Spirit: How to Change Your Inner Monologue

This post comes from author Kim Malchuk, a motivational coach, speaker and award-winning author of “Tasting Rain.” Her book is about her personal journey of loss, healing and hope. 

Kim Malchuk

A shift will occur at some point during our 40s. It will come into our life quietly with no fanfare or parade; yet, it will leave behind a powerful gift. People will notice a difference in the way we walk, talk and look at life. They will be intrigued and want to know our secret. When we tell them…they won’t believe it! Why? Because it sounds too simple to believe that by simply altering the way we talk to ourselves can bring about tremendous change in our lives.

The conversations that we have with others are important and should not be taken for granted. These interactions are necessary in order for us to function in society; however, the most critical conversations we will ever have are the ones we have with ourselves.

Do you remember growing up and having our parents teach us that if we don’t have anything nice to say to someone then don’t say anything at all? That golden rule would hit me on the side of my head when I was 37 years old and realized that I was the one standing in my own way of having a better life. My pessimistic and negative internal chatter was holding me hostage from life’s many possibilities. The thought of living out the next 50 years in this state came to an end when I decided to sit down and give myself a good talking to. I needed to focus on what was in my control and a good place to begin was by changing my inner vocabulary.

Words are the most powerful tools we have at our disposal. We need to be very careful with how we choose to aim and fire them at others but, more importantly, how our word selection can destroy our own self-confidence and keep us prisoners from reaching our true potential. I think it would be safe to assume that I am not the only one who talks to themselves on a daily basis. We all do it. Actually, I find that the older I get this activity is more frequent than not. It’s okay to have these consultations with ourselves but only if our words are positive and encouraging.

After having this meeting with myself I came up with a new plan. Going forward, instead of being the school-yard bully in my mind and thoughts, I was going to become my own personal cheerleader by choosing to use more active and positive words. The first order of business was to immediately stop using words like “can’t,” “won’t” and “shouldn’t.” Those “n’t” words are stagnating and damaging. Every time we use them we have already convinced ourselves that we will “not” be able to do something. I wanted to change all of that and focus my thoughts on what I could do. It was amazing how quickly opportunities started to appear when I eliminated using those types of limiting words.

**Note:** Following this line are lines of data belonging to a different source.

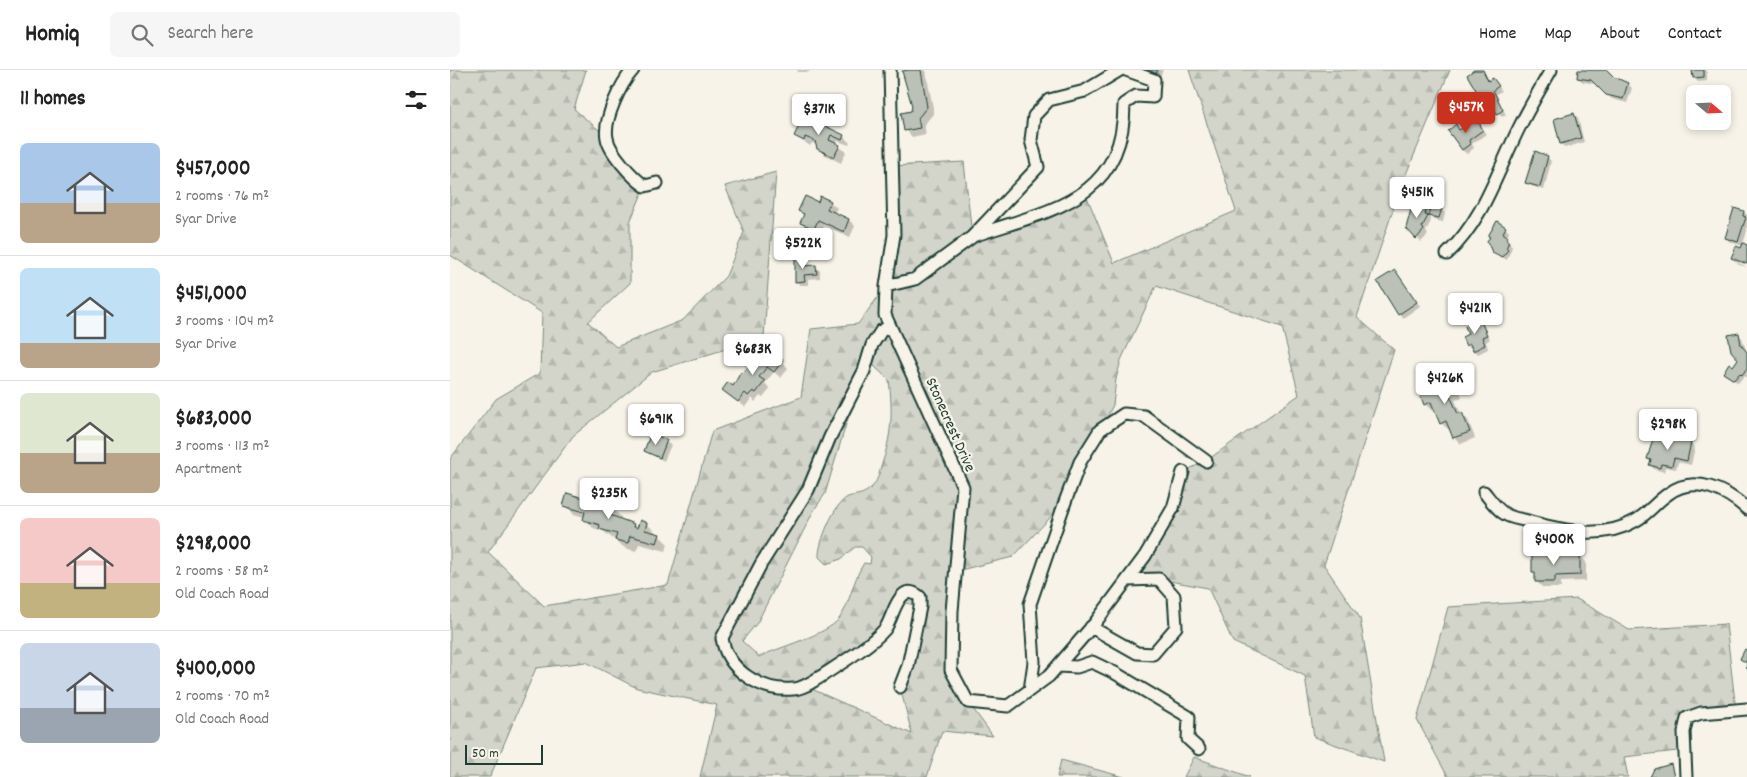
<!DOCTYPE html>
<html lang="en">
<head>
<meta charset="utf-8">
<style>
	:root { --surface:#fff; --page:#f6f6f6; --text:#222; --muted:#767676; --line:#e0e0e0; --accent:#c8321e }
	body { margin:0; font-family:Dekko,sans-serif; background:var(--page); color:var(--text); height:100vh; display:flex; flex-direction:column; font-size:19px; white-space:nowrap }
	* { box-sizing:border-box; margin:0 }
	p { font-size:16px; color:var(--muted) }
	.icon { flex:none; width:28px; height:28px; fill:none; stroke:currentColor; stroke-width:2; stroke-linecap:round; stroke-linejoin:round }
	.map { position:relative; flex:1; overflow:hidden }
	.side { display:flex; flex-direction:column; background:var(--surface); width:450px }
	.side>* { flex:none }
	.needle { width:32px; rotate:109deg }
	.tools { position:absolute; left:1236px; top:15px; display:grid; gap:10px }
	.tools a { display:grid; place-items:center; width:45px; height:45px; border-radius:8px; background:var(--surface); box-shadow:0 2px 8px #0003; font-size:25px }
	.scale { position:absolute; left:15px; bottom:12px; width:78px; box-sizing:border-box; padding-left:5px; border:2px solid #1f3d34; border-top:0; font-size:14px; line-height:18px; white-space:nowrap; color:#1f3d34; -webkit-text-stroke:4px #f7f3e8; paint-order:stroke }
	.price { position:absolute; translate:-50% -42px; padding:0 11px; border-radius:5px; background:#fff; color:#222; font-size:16px; line-height:32px; filter:drop-shadow(0 1px 2px #0008) }
	.price::after { content:''; position:absolute; left:50%; top:30px; width:15px; height:11px; margin-left:-8px; background:inherit; clip-path:polygon(0 0,100% 0,50% 100%) }
	.price.on { background:var(--accent); color:#fff }
	ul { padding:0; list-style:none }
	li { display:flex; align-items:center; gap:15px; height:125px; padding:0 20px }
	li+li { border-top:1px solid var(--line) }
	li span { display:grid; place-items:center; flex:none; width:140px; height:100px; border-radius:8px; color:#555 }
	li>.icon { margin-inline-start:auto }
	span .icon { width:60px; height:60px; fill:#fffc; stroke-width:1 }
	li b { font-size:21px }
	h2 { display:flex; justify-content:space-between; align-items:center; height:60px; padding:0 20px; font-size:21px }
	header { display:flex; align-items:center; gap:30px; box-sizing:border-box; height:70px; padding:0 25px; background:var(--surface); border-bottom:1px solid var(--line) }
	header strong { font-size:24px }
	nav { display:flex; gap:28px; margin-inline-start:auto; font-size:18px }
	.search { width:350px; height:45px; background:var(--page); display:flex; align-items:center; gap:12px; box-sizing:border-box; padding:0 18px; border-radius:8px; color:var(--muted); font-size:19px }
	main { display:flex; flex:1; min-height:0 }
	.map>svg:first-child { display:block }
	.forest { fill:url(#forest-firs); stroke:#79897f; fill-rule:evenodd }
	.shadow { fill:#0003 }
	.building { fill:#bbc1b6; stroke:#1f3d34 }
	.lines { fill:none; stroke-linecap:round; stroke-linejoin:round }
	.minor-casing { stroke:#1f3d34; stroke-width:15 }
	.minor { stroke:#f7f3e8; stroke-width:11 }
	.labels { text-anchor:middle; stroke-width:4.5; stroke-linejoin:round; paint-order:stroke }
	.street-label { font-size:16px; fill:#1f3d34; stroke:#f7f3e8 }
</style>
</head>
<body>
<header>
<strong>Homiq</strong>
<div class="search"><svg class="icon" aria-label="search" viewBox="0 0 24 24"><circle cx="10" cy="10" r="6"/><path d="M15 15l6 6"/></svg>Search here</div>
<nav><a>Home</a><a>Map</a><a>About</a><a>Contact</a></nav>
</header>
<main>
<section class="side">
<h2>11 homes<svg class="icon" aria-label="filters" viewBox="0 0 24 24"><path d="M4 7h16M4 17h16"/><circle cx="9" cy="7" r="2"/><circle cx="15" cy="17" r="2"/></svg></h2>
<ul>
<li><span style="background:linear-gradient(#a9c7e8 60%,#b9a48a 0)"><svg class="icon" aria-label="home" viewBox="0 0 24 24"><path d="M3 11l9-7 9 7M6 9v11h12V9"/></svg></span><div><b>$457,000</b><p>2 rooms · 76 m²</p><p>Syar Drive</p></div></li>
<li><span style="background:linear-gradient(#bfe0f5 75%,#b9a48a 0)"><svg class="icon" aria-label="home" viewBox="0 0 24 24"><path d="M3 11l9-7 9 7M6 9v11h12V9"/></svg></span><div><b>$451,000</b><p>3 rooms · 104 m²</p><p>Syar Drive</p></div></li>
<li><span style="background:linear-gradient(#dfe7d0 60%,#b9a48a 0)"><svg class="icon" aria-label="home" viewBox="0 0 24 24"><path d="M3 11l9-7 9 7M6 9v11h12V9"/></svg></span><div><b>$683,000</b><p>3 rooms · 113 m²</p><p>Apartment</p></div></li>
<li><span style="background:linear-gradient(#f6c9c9 65%,#c2b280 0)"><svg class="icon" aria-label="home" viewBox="0 0 24 24"><path d="M3 11l9-7 9 7M6 9v11h12V9"/></svg></span><div><b>$298,000</b><p>2 rooms · 58 m²</p><p>Old Coach Road</p></div></li>
<li><span style="background:linear-gradient(#c9d6e8 65%,#9aa5b1 0)"><svg class="icon" aria-label="home" viewBox="0 0 24 24"><path d="M3 11l9-7 9 7M6 9v11h12V9"/></svg></span><div><b>$400,000</b><p>2 rooms · 70 m²</p><p>Old Coach Road</p></div></li>
</ul>
</section>
<div class="map">
<svg width="1297" height="707" viewBox="0 0 1297 707">
	<defs>
		<pattern id="forest-firs" width="22" height="20" patternUnits="userSpaceOnUse" patternTransform="scale(1.25)"><rect width="22" height="20" fill="#d3d5ca"/><path d="M5 1l3.5 6h-7zM16 11l3.5 6h-7z" fill="#b5b8ae"/></pattern>
	</defs>
	<rect width="100%" height="100%" fill="#f7f3e8"/>
	<filter id="ink" filterUnits="userSpaceOnUse"><feTurbulence type="fractalNoise" baseFrequency=".02" numOctaves="2"/><feDisplacementMap in="SourceGraphic" scale="10" xChannelSelector="R" yChannelSelector="G"/><feConvolveMatrix kernelMatrix="1 2 1 2 8 2 1 2 1" color-interpolation-filters="sRGB"/></filter>
	<g filter="url(#ink)">
		<path class="forest" d="M0,0H136L124,39L156,66L195,116L180,152V213L138,252L166,277L233,250L276,206L294,162L275,116L326,102L314,266L292,270L282,277L202,302L123,366L38,482L94,536L218,515L262,361L351,327L361,259L408,254L436,216L442,96L514,92L522,166L635,122L664,193L786,141L739,0H1000L951,116L907,247L944,280L874,495L910,548L934,692L864,667L855,606L783,572L758,518L709,509L677,510L723,438L733,402L756,391L849,325L832,257L706,216L671,290L666,309L663,335L615,432L563,487L506,501L501,600L518,632L543,666L492,661L477,707H250L267,635L187,618L136,592L86,598L40,707H0V389L46,329L90,303L92,243L0,185ZM422,290L424,296L439,310C443,343 442,365 431,397C429,404 427,412 422,417C413,426 407,424 398,427C384,433 368,474 369,487L376,494L391,489L405,477H412L421,487L420,494L414,493C402,511 400,535 389,549C376,565 329,577 309,587L292,571L307,553L364,440L375,424L397,351ZM450,531L470,537L450,617L462,664L355,616L436,558Z
			M1127,529L1179,560L1276,554L1286,641L1251,643L1235,654L1236,680L1174,687L1178,707H998L967,650L998,537Z
			M744,687L800,707H734Z
			M611,690L674,707H607Z"/>
		<path class="shadow" d="M347,0H359V2H348Z
			M460,0H474L476,2L483,38V44L474,55L476,64L462,67L456,60L463,35Z
			M697,0H713L710,7Z
			M1026,0H1033L1040,12L1047,14L1052,21L1046,24L1056,45L1052,47L1044,36L1039,38L1035,34L1019,5Z
			M1129,0H1155L1164,8L1178,14L1182,18L1177,33L1162,29L1146,14L1133,12L1129,8Z
			M1244,0H1257V11L1248,12L1244,8Z
			M1124,44L1128,48L1134,72L1115,78L1111,74L1105,50Z
			M355,48L393,66L400,73L399,75L388,71L386,74L396,82L391,93L375,85L367,75L362,73L360,76L346,66Z
			M1026,51L1036,64L1022,74L1024,78L1017,84L1012,80L1006,56L1011,61Z
			M1097,87L1101,91L1094,120L1081,116L1077,112Z
			M380,132L387,138L384,143L399,150L405,156L400,167L374,156L370,165L358,159L352,153L355,146L350,141Z
			M976,136L981,141L991,139L995,143L993,152L984,150L979,145L981,151L976,161L978,165L971,172L957,157Z
			M1294,142L1297,145V161L1293,174L1297,176V193L1289,190V193L1297,197L1289,195L1283,188L1293,176L1280,172L1276,168Z
			M1055,158L1059,162L1057,167L1062,177L1057,190L1043,182L1039,166Z
			M352,186L356,190V197H366L370,201V208L358,209V215H350L346,211Z
			M945,202L970,236L953,248L949,244Z
			M1030,250L1040,269L1036,272L1038,279L1028,284L1017,275L1019,265Z
			M1288,264L1292,268L1297,283V308L1294,306L1288,313L1274,302L1283,298L1289,289Z
			M312,289L332,291L338,298L331,308L324,302L315,313L320,319L313,328L310,326L305,332L302,328L295,337L274,320L284,317L293,305Z
			M1000,307L1007,313L1012,327L1005,330L1011,344L1018,350L1025,368L1011,374L1005,368L1001,358L998,359L991,353L985,339L982,341L975,334Z
			M202,365L221,375L214,391L195,381Z
			M1241,373L1245,377L1241,395L1228,392L1226,399L1215,397L1214,402L1204,399L1200,395L1202,391L1199,388Z
			M115,435L162,438L171,447L170,450L183,455L188,460L197,454L218,474L216,481L189,474L186,481L175,478L153,461L143,458L134,447L124,444Z
			M1095,482L1099,486L1130,485L1136,492V511L1111,512V518H1093L1087,512L1086,505L1083,501Z
			M1220,696L1226,707H1201Z"/>
		<path class="building" d="M459,0H471L477,37L468,48L470,58L454,61L451,43L461,41L462,36L452,1Z
			M695,0H708L706,4Z
			M1024,0H1033L1038,11L1043,8L1049,16L1043,20L1053,40L1047,44L1040,32L1034,34L1017,5Z
			M1128,0H1157L1164,7L1178,13L1173,29L1156,25L1141,10L1127,8Z
			M1242,0H1254V7L1243,8Z
			M1124,43L1131,68L1110,74L1104,49Z
			M354,46L394,65L392,70L381,65L379,70L390,75L384,87L367,79L365,71L355,67L354,71L344,66Z
			M1027,49L1033,60L1019,70L1020,74L1012,80L998,61L1006,54L1009,60Z
			M1085,81L1098,86L1090,117L1075,113Z
			M355,126L368,132L370,126L381,131L377,139L399,149L394,162L368,150L364,159L350,153L354,144L348,141Z
			M963,132L977,135L975,145L978,146L972,157L974,160L966,169L956,158Z
			M981,135L992,138L989,148L978,146Z
			M1284,138L1294,141L1293,146L1296,147L1288,172L1275,168Z
			M1047,151L1056,157L1053,163L1058,167L1056,170L1059,172L1056,178L1058,180L1052,187L1042,182L1037,171L1040,167L1038,166Z
			M1293,173L1297,175V194L1281,188L1286,176L1291,178Z
			M352,185L353,196L366,195L367,204L354,205L355,211L345,212V186Z
			M945,200L967,232L948,245L927,211Z
			M1030,249L1037,265L1032,267L1035,275L1023,281L1020,274L1016,276L1012,267L1018,264L1015,256Z
			M1289,263L1291,275L1297,282V298L1292,305L1290,303L1284,310L1273,303L1279,293L1283,296L1288,289L1281,281L1278,265Z
			M318,279L333,290L324,302L317,297L309,307L315,311L306,323L303,321L298,326L295,323L288,332L272,320L278,312L283,316L291,302L293,303L308,284L312,287Z
			M1001,306L1007,320L999,323L1008,344L1012,342L1020,362L1003,368L996,351L990,354L981,332L974,335L968,319Z
			M201,363L217,370L210,388L194,381Z
			M1212,366L1241,372L1237,391L1224,388L1222,396L1211,394L1210,398L1199,395L1201,390L1197,389L1203,369L1211,370Z
			M117,423L163,437L160,445L184,454L183,457L187,458L190,450L197,453L195,460L210,464L207,473L180,466L178,473L165,470L167,464L149,459L150,455L133,450L135,442L113,436Z
			M1082,481H1095V485L1130,484V505L1105,506V512H1085V502H1082Z
			M1295,579L1297,580V599V593L1290,589Z
			M1221,694L1224,707H1200L1204,699Z"/>
		<g class="lines">
			<g class="minor-casing">
				<path id="minor" d="M183,0C171,13 153,50 157,68C159,82 183,108 195,116L207,113
					M440,0L444,165L436,216L435,245L513,417L502,541L501,600L518,632L558,636L599,606L645,553L695,486L723,438L733,402
					M526,165C600,140 674,130 674,34L686,26L703,27L704,10L676,0
					M997,184C1034,149 1047,102 1069,58C1079,38 1090,19 1101,0
					M436,216L465,209L522,167L588,97L581,70L584,46L599,30L635,21L670,0
					M440,256L431,261L422,275L414,301L380,367L358,420L311,494L272,568C277,600 311,622 343,619C352,619 362,612 370,607C390,594 420,576 435,559C442,549 444,533 453,525C459,520 465,523 470,527V537L458,596L450,617
					M1034,422C1040,429 1047,440 1055,444C1062,449 1073,449 1081,452C1115,461 1152,470 1185,451C1198,444 1206,432 1218,424C1244,404 1276,420 1297,439
					M641,557L687,583L703,584L726,557L724,526L709,509L677,510
					M608,596L627,597L642,592L665,603L739,647L738,669L749,679
					M580,620L584,592L580,534L615,432L630,392L650,360L674,344L694,346L756,391
					M1236,707L1234,662L1237,648L1251,643L1297,639"/>
			</g>
			<use href="#minor" class="minor"/>
		</g>
	</g>
	<g class="labels">
		<g class="street-label">
			<text transform="translate(502 354) rotate(66)" y="6">Stonecrest Drive</text>
		</g>
	</g>
</svg>
<div class="tools">
<a><svg class="needle" viewBox="-14 -14 28 28"><path d="M0-13l5 13h-10z" fill="#e53935"/><path d="M0 13l5-13h-10z" fill="#767676"/></svg></a>
</div>
<div class="scale">50 m</div>
<b class="price on" style="left:1016px;top:64px">$457K</b>
<b class="price" style="left:369px;top:66px">$371K</b>
<b class="price" style="left:967px;top:149px">$451K</b>
<b class="price" style="left:353px;top:200px">$522K</b>
<b class="price" style="left:1025px;top:265px">$421K</b>
<b class="price" style="left:303px;top:306px">$683K</b>
<b class="price" style="left:995px;top:335px">$426K</b>
<b class="price" style="left:206px;top:376px">$691K</b>
<b class="price" style="left:1218px;top:381px">$298K</b>
<b class="price" style="left:159px;top:450px">$235K</b>
<b class="price" style="left:1104px;top:496px">$400K</b>
</div>
</main>
</body>
</html>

The second challenge for me was to mind my own business. How others chose to live out their lives was no longer any of my concern. When I placed my attention on fixing me (and let me tell you, that was a tall order) it was manageable and achievable. It’s not our responsibility to change others. Change begins and ends with ourselves. All we can do for others is to love and accept them for who they are. Re-training my thoughts and dialogue is an on-going daily exercise. I compare it to an athlete preparing for their sport. Without training and practice they cannot expect to be a superstar when stepping into their arena. It takes time, dedication and patience but the results are priceless. The payoff is freedom.